EX1A-12 OPN CNSL 5 cbco_ex121.htm LEGAL OPINION

Exhibit 12.1

 

 

February 22 , 2016

 

 

Coastal Banking Company, Inc.

36 Sea Island Parkway

Beaufort, South Carolina, 29902

 

Re: Regulation A Offering Statement on Form 1-A

 

 

Ladies and Gentlemen:

 

We have acted as counsel to Coastal Banking Company, Inc., a South Carolina corporation (“Coastal”), in connection with the preparation of Coastal’s Offering Statement on Form 1-A that is being filed herewith (the “Offering Statement”) with the Securities and Exchange Commission (the “Commission”) under the Securities Act of 1933 (the “Securities Act”). The Offering Statement relates to the proposed issuance by Coastal of up to 1,023,110 shares (the “Shares”) of common stock, $0.01 par value per share, of Coastal, pursuant to the Agreement and Plan of Merger, dated as of November 20, 2015 (the “Agreement”), by and among Coastal and First Avenue National Bank, a national bank organized under the laws of the United States (“First Avenue”).

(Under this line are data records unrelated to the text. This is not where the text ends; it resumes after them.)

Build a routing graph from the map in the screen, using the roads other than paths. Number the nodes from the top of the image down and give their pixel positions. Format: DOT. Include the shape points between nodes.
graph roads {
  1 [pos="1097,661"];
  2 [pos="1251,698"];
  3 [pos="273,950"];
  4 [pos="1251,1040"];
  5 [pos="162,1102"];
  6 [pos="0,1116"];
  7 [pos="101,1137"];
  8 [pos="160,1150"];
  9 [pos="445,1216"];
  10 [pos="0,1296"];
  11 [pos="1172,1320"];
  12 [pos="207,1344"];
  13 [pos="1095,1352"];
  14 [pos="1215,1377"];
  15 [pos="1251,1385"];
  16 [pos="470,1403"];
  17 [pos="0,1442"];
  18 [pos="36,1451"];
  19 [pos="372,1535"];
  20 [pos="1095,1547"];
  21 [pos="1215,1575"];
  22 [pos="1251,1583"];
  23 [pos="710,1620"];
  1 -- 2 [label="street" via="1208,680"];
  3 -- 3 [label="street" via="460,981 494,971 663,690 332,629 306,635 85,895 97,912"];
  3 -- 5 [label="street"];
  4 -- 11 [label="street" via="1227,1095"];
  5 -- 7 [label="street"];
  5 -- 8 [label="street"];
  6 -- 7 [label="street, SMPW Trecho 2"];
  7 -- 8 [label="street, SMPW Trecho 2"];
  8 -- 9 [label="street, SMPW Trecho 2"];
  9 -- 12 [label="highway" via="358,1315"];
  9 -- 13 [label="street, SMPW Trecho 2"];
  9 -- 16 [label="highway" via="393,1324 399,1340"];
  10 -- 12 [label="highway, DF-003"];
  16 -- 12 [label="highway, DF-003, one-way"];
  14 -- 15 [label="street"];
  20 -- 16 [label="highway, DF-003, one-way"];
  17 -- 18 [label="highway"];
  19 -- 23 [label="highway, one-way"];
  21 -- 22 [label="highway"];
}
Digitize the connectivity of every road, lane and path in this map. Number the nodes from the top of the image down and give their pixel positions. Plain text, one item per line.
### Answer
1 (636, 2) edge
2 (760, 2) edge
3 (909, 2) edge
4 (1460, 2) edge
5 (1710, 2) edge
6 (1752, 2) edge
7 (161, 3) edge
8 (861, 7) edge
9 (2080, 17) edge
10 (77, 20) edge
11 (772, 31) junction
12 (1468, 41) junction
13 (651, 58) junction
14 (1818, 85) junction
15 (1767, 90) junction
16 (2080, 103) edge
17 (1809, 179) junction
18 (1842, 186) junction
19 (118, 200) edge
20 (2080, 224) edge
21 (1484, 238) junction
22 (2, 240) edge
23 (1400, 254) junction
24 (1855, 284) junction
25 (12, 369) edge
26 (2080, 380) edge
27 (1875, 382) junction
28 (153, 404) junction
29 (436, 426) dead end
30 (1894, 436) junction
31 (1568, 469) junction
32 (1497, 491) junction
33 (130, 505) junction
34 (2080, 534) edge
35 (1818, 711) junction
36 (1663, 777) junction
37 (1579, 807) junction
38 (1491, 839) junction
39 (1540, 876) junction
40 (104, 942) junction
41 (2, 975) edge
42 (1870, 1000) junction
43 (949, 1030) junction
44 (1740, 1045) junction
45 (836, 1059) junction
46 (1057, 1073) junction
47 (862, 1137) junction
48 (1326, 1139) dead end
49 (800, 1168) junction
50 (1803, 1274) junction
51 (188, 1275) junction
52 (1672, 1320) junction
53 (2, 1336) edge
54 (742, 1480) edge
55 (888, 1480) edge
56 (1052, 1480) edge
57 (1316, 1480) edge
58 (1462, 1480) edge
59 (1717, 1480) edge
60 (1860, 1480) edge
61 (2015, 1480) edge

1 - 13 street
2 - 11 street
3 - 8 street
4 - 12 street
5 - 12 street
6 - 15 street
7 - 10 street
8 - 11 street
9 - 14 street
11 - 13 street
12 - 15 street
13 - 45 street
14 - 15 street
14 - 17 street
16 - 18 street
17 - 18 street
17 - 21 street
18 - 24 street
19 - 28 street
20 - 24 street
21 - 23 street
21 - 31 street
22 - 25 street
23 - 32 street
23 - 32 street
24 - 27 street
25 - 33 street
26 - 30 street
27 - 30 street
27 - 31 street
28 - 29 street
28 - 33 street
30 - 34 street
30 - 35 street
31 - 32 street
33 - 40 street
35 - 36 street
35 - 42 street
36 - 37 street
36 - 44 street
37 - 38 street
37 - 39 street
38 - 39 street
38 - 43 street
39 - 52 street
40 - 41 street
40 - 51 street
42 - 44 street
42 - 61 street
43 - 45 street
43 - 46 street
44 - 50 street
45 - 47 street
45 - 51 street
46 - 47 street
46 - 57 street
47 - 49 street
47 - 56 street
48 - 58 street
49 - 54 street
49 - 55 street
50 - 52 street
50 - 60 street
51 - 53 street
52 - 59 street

This opinion is delivered to you pursuant to Item 17 of Form 1-A. All capitalized terms which are defined in the Offering Statement shall have the same meanings when used herein, unless otherwise specified.

 

In connection with this opinion, we have reviewed the Offering Statement, the Agreement, the articles of incorporation of Coastal, as amended, and bylaws of Coastal, as amended, certificates of public officials and officers of Coastal, and such other documents and made such legal and factual inquiries as we have deemed necessary or appropriate as a basis for us to render the opinions hereinafter expressed. In our examination of the foregoing, we have assumed the genuineness of all signatures, the legal competence and capacity of natural persons, the due election, appointment and proper incumbency of all officers and directors of Coastal, and the conformity with authentic original documents of all documents submitted to us as copies. When relevant facts were not independently established, we have relied without independent investigation upon the accuracy of representations made to us by appropriate representatives of Coastal.

 

Based upon and subject to the foregoing qualifications, assumptions and limitations and the further limitations set forth below, we are of the opinion that the Shares when issued by Coastal pursuant to the Agreement will be validly issued, fully paid, and nonassessable.

 

In addition to the qualifications set forth above, this opinion is subject to the qualification that we express no opinion as to the applicability of, compliance with, or effect of any laws except the South Carolina Business Corporation Act. This opinion is limited to the matters set forth herein and no other opinion should be inferred beyond the matters expressly stated. The foregoing opinion is rendered as of the date hereof. We assume no obligation to update such opinion to reflect any facts or circumstances which may hereafter come to our attention or changes in the law which may hereafter occur.

 

We hereby consent to the filing of this opinion as an exhibit to the Offering Statement and to the reference to our firm under the caption “Legal Matters” in the Offering Statement. In giving this consent, we do not admit that we are in the category of persons whose consent is required under Section 7 of the Securities Act or the rules and regulations of the Commission thereunder.

 

This opinion is furnished to you in connection with the filing of the Offering Statement and is not to be used, circulated, quoted or otherwise relied upon for any other purposes.